Ähnlich sieht das Professor Jan Steffen Jürgensen; der Internist und Master of Business Administration ist ärztlicher Direktor und Vorstandsvorsitzender des Klinikums Stuttgart. Ein Haus der Maximalversorgung mit 2300 Betten, 3000 Pflegekräften, 1000 Ausbildungsplätzen. Entstanden sei das Klinikum aus einer Serie von Fusionen nicht mehr effizienter Einheiten, das heute mit ambulanten Behandlungszentren, etwa in der Onkologie, und Tageskliniken strukturell ganz gut aufgestellt sei. Dennoch beklagt auch Jürgensen eine Fehlsteuerung von Patienten, die unnötig in die stationäre Versorgung verbracht werden.
Welche Dimension die Fehlsteuerung von Patienten in Deutschland angenommen hat – wo die Zahl stationär aufgenommener Patienten entgegen dem internationalen Trend noch weiter steigt – verdeutlichte Busse am Beispiel der Onkologie, einem der ressourcenintensivsten Leistungsbereiche der Medizin: Jährlich werden hierzulande zwei Millionen Krebskranke stationär behandelt; viermal im Jahr werde jeder Krebspatient stationär aufgenommen – das Ausland komme im Schnitt mit der Hälfte der Krankenhausbehandlungen aus.

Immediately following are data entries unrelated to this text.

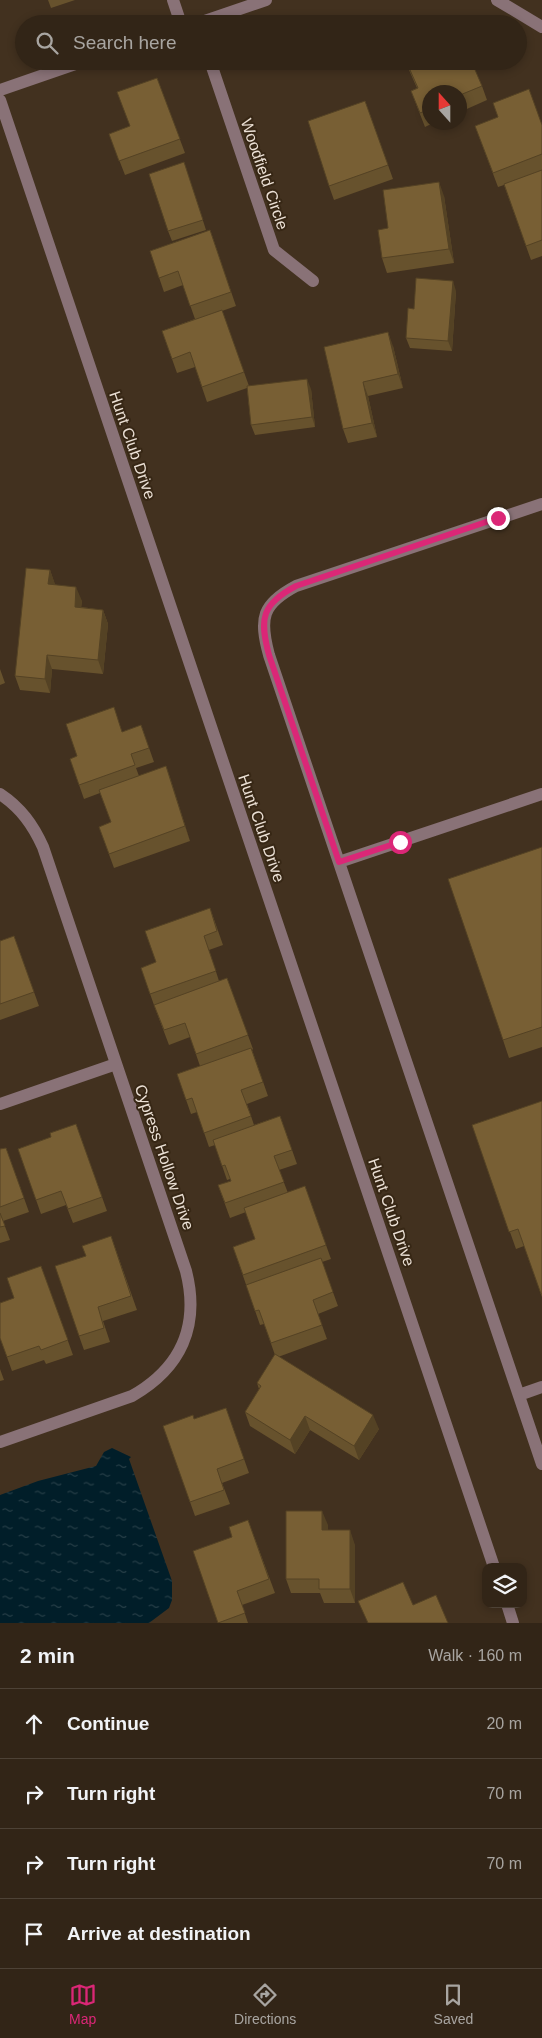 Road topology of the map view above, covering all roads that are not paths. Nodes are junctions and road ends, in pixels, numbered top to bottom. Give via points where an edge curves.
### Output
1 (172, 0) edge
2 (266, 0) edge
3 (498, 0) edge
4 (178, 15) edge
5 (223, 15) edge
6 (522, 15) edge
7 (527, 18) edge
8 (542, 27) edge
9 (58, 70) edge
10 (213, 70) edge
11 (0, 90) edge
12 (0, 100) edge
13 (312, 281) dead end
14 (542, 504) edge
15 (0, 794) edge
16 (542, 794) edge
17 (339, 862) junction
18 (116, 1064) junction
19 (0, 1104) edge
20 (542, 1387) edge
21 (519, 1395) junction
22 (0, 1442) edge
23 (542, 1464) edge
24 (493, 1563) edge
25 (508, 1608) edge
26 (513, 1623) edge

1 - 4 street
2 - 5 street
3 - 6 street
7 - 8 street
9 - 11 street
10 - 13 street, Woodfield Circle via 274,250
12 - 24 street, Hunt Club Drive
14 - 17 street via 296,586 271,604 263,626 264,636
15 - 18 street, Cypress Hollow Drive via 26,817 43,847
16 - 17 street
17 - 21 street
18 - 19 street
18 - 22 street, Cypress Hollow Drive via 186,1271 192,1305 190,1323 172,1363 147,1387 132,1396
20 - 21 street
21 - 23 street
25 - 26 street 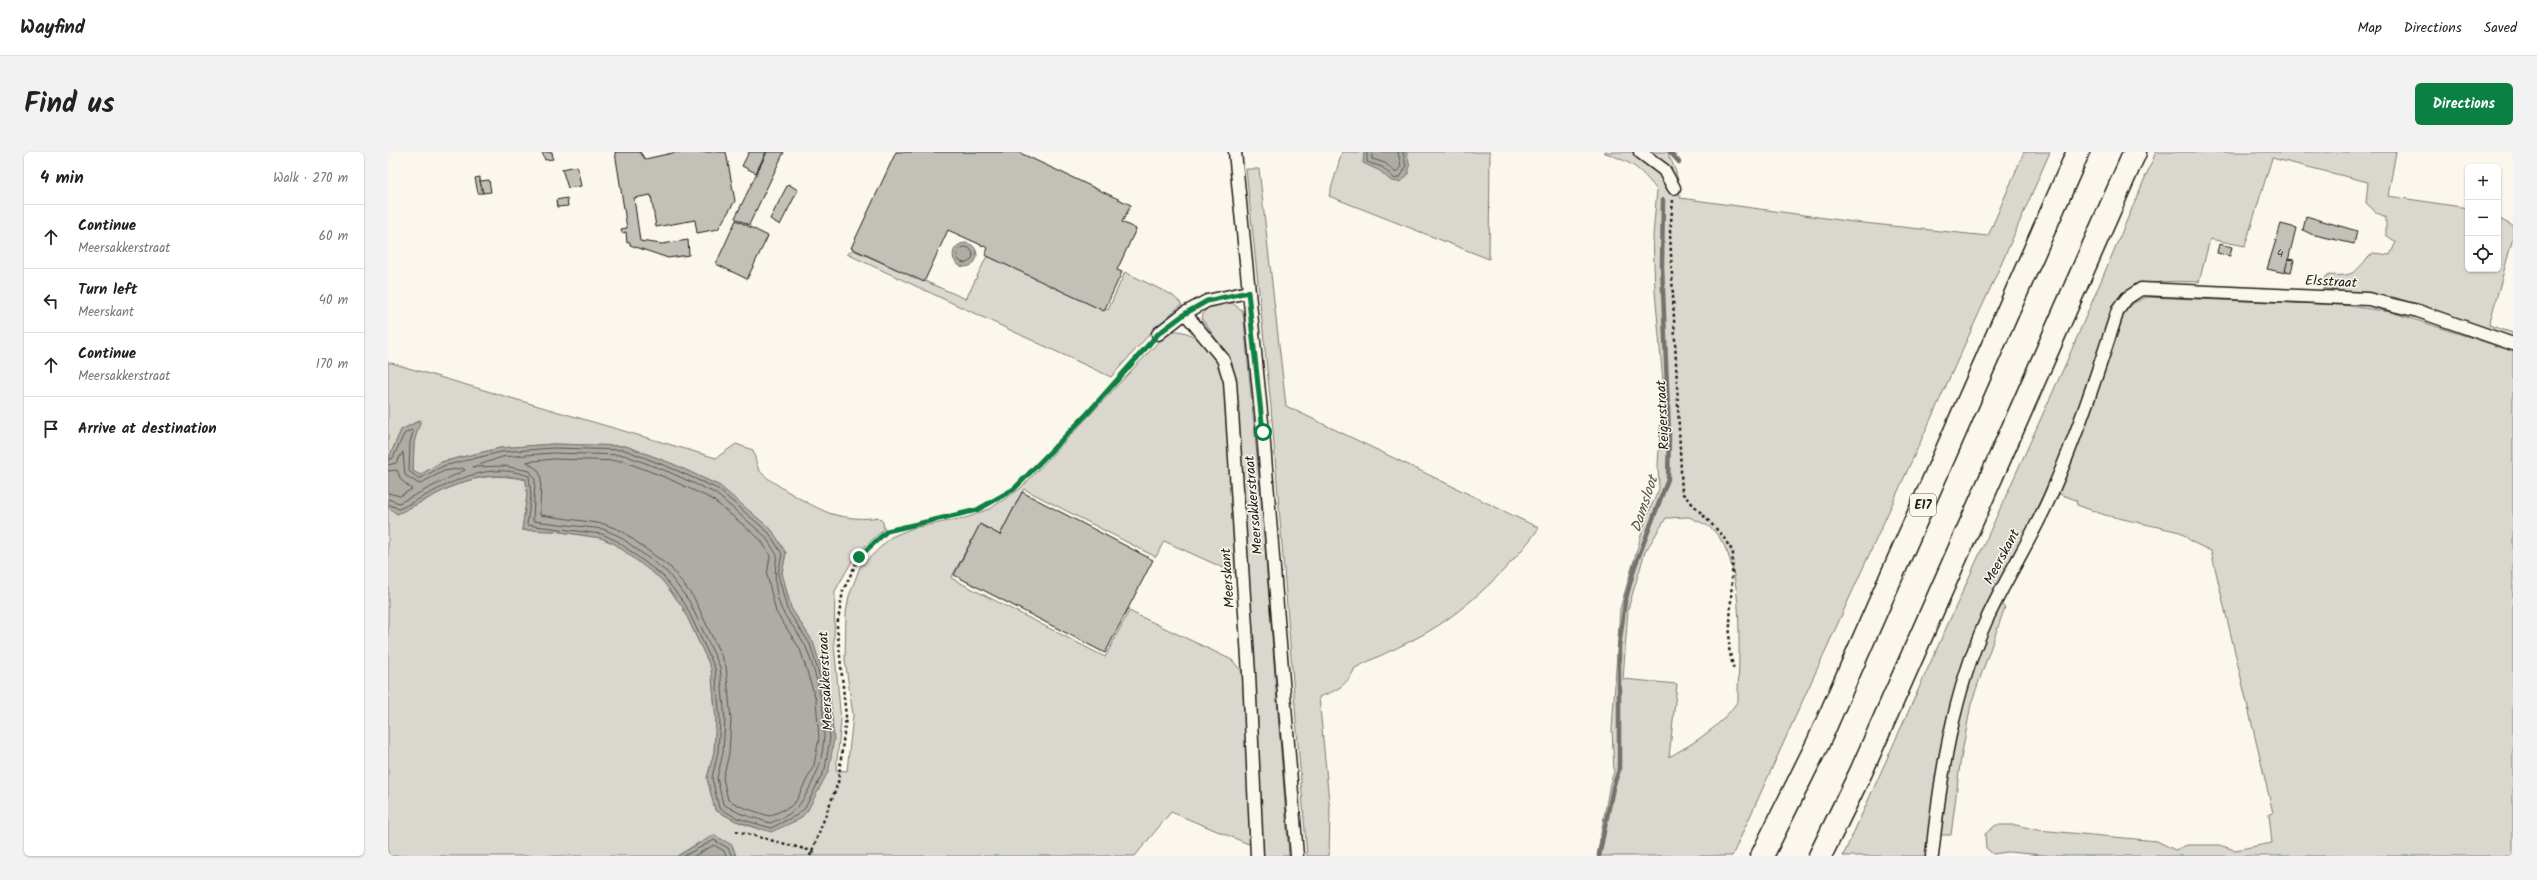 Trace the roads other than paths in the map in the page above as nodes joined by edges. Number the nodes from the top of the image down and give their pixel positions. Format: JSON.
{"nodes":[{"id":1,"x":1235,"y":152,"type":"edge"},
{"id":2,"x":1640,"y":152,"type":"edge"},
{"id":3,"x":2078,"y":152,"type":"edge"},
{"id":4,"x":2135,"y":152,"type":"edge"},
{"id":5,"x":1674,"y":188,"type":"road end"},
{"id":6,"x":2141,"y":289,"type":"joint"},
{"id":7,"x":1248,"y":292,"type":"junction"},
{"id":8,"x":1186,"y":313,"type":"junction"},
{"id":9,"x":1158,"y":334,"type":"road end"},
{"id":10,"x":2513,"y":344,"type":"edge"},
{"id":11,"x":1257,"y":856,"type":"edge"},
{"id":12,"x":1297,"y":856,"type":"edge"},
{"id":13,"x":1762,"y":856,"type":"edge"},
{"id":14,"x":1820,"y":856,"type":"edge"},
{"id":15,"x":1932,"y":856,"type":"edge"}],
"edges":[{"from":1,"to":7,"type":"street","name":"Meersakkerstraat"},
{"from":2,"to":5,"type":"street"},
{"from":3,"to":13,"type":"highway","number":"E17"},
{"from":4,"to":14,"type":"highway"},
{"from":6,"to":10,"type":"street","name":"Elsstraat"},
{"from":6,"to":15,"type":"street","name":"Meerskant"},
{"from":7,"to":8,"type":"street"},
{"from":7,"to":12,"type":"street","name":"Meersakkerstraat"},
{"from":8,"to":9,"type":"street"},
{"from":8,"to":11,"type":"street","name":"Meerskant"}]}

Sosehr die Zustandsbeschreibungen und auch die Reformoptionen zwischen Wissenschaftlern, Klinikchefs und Kassenmanagern übereinstimmen – es bleiben offene Fragen: Die Patienten, die derzeit medizinisch nicht indiziert in Krankenhausbetten liegen und Pflegekapazitäten binden, verschwinden ja nicht einfach. Für sie müssen neuartige Versorgungsstrukturen zwischen den beiden Sektoren ambulant und stationär geschaffen werden. Dafür, so kritisierte der Vorstandsvorsitzende der AOK Baden-Württemberg, fehlten bislang Kriterien und ein bundesweit einheitlicher Rechtsrahmen, den Bedarf zu ermitteln.
Wie heikel das in der Praxis ist und welche Kosten eine Neustrukturierung nach sich zieht, machte Landrätin Bürkle deutlich: Aktuell werden 100 Millionen Euro in einen Klinikneubau im Landkreis Sigmaringen investiert. Längerfristig sind weitere 100 Millionen Euro in den Ausbau der ambulanten Onkologie und für tagesklinische Einrichtungen geplant. Der notwendige Ausbau der ambulanten Versorgung sei im Regelsystem keineswegs sichergestellt. Optionen seien Sonderverträge, die allerdings auch den Goodwill der Kassen bei der Finanzierung im Rahmen von Modellen erfordern, unter anderem auch, um Netzwerkbildungen niedergelassener Ärzte zu fördern. Im ersten Amtsjahr habe die Ampelkoalition nichts dazu geliefert, so Bürkle.
Weitere Beispiele seien die Notfallversorgung und Luftrettung, die im dünn besiedelten Sigmaringen nicht mehr sichergestellt sei. Einen Grund dafür sieht Busse in der deutschen Praxis, dass Hubschrauber bei Einbruch der Dunkelheit im Hangar verschwinden und nicht mehr eingesetzt werden. Anders sei die Praxis im Ausland, etwa in Skandinavien, wo der Weg zum nächsten Krankenhaus bis zu 500 Kilometer weit sein könne.
Trotz noch vieler offener Fragen bleibt eine gemeinsame Botschaft an Ärzte und Pflegekräfte: die Hoffnung auf den Einsatz von wesentlich mehr Arbeitskräften ist illusionär und beseitigt die Ineffizienzen nicht. Eines der wichtigsten Reformziele muss es sein, mit der vorhandenen Arbeitskraft der Ärzte und der Pflege viel sparsamer und schonender – also zielgerichteter – umzugehen.